Republican lawmakers largely voted against the proposal. Assemblymember Kevin Kiley, a Rocklin Republican, believes that “the federal level is a more appropriate place for this discussion to take place,” according to his chief of staff.  Some Republicans, including state Senators Ling Ling Chang of Diamond Bar and Brian Dahle of Bieber, voted in favor.  

WHY IT MATTERS

The task force would not have the power to implement reparations, but it would try to answer questions about who would pay and who would get paid. Descendants of people who were enslaved would get special consideration for payment. Five members would be appointed by the governor, while the Assembly speaker and the Senate’s president pro tempore would appoint two each.

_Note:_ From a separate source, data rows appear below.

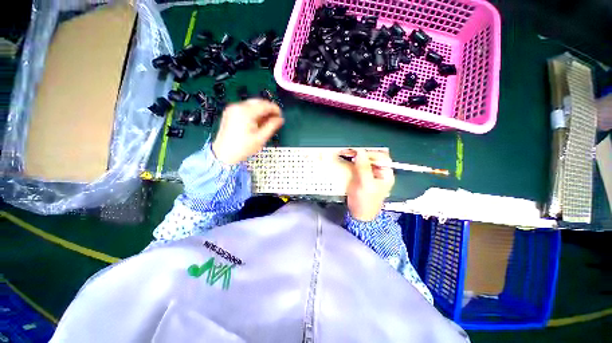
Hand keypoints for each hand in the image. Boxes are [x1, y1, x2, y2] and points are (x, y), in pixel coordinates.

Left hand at [212, 99, 283, 164]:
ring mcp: (232, 109)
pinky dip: (253, 112)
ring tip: (267, 121)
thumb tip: (280, 119)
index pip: (264, 105)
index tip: (281, 115)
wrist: (224, 154)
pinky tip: (257, 121)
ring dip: (261, 110)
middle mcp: (238, 107)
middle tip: (275, 118)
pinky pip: (245, 108)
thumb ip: (272, 126)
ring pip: (252, 105)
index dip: (275, 109)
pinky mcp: (230, 113)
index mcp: (246, 112)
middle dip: (268, 109)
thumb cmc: (243, 148)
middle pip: (257, 102)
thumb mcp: (261, 138)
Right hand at [343, 149, 394, 221]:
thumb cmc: (365, 202)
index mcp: (385, 174)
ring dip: (354, 155)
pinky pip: (356, 165)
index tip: (358, 151)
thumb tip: (360, 152)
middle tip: (349, 151)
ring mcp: (368, 173)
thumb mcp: (366, 185)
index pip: (381, 157)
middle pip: (371, 157)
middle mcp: (377, 172)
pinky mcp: (359, 175)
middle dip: (360, 153)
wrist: (358, 214)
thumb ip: (363, 168)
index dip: (370, 153)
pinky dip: (350, 161)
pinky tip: (345, 158)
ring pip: (362, 160)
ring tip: (345, 152)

California joined the Union as a “free state,” but it enacted a fugitive slave law in the 1850s that allowed slaves as long as they were eventually moved back to the South.

GOVERNOR’S CALL

“This is not just about California. This is about making an impact and a dent across the rest of the country and that, I think, drives a lot of our work here in the state,” Newsom said at a virtual signing ceremony Sept. 30. Attendees included Weber, other members of the Legislative Black Caucus, and rapper and “Friday” actor Ice Cube.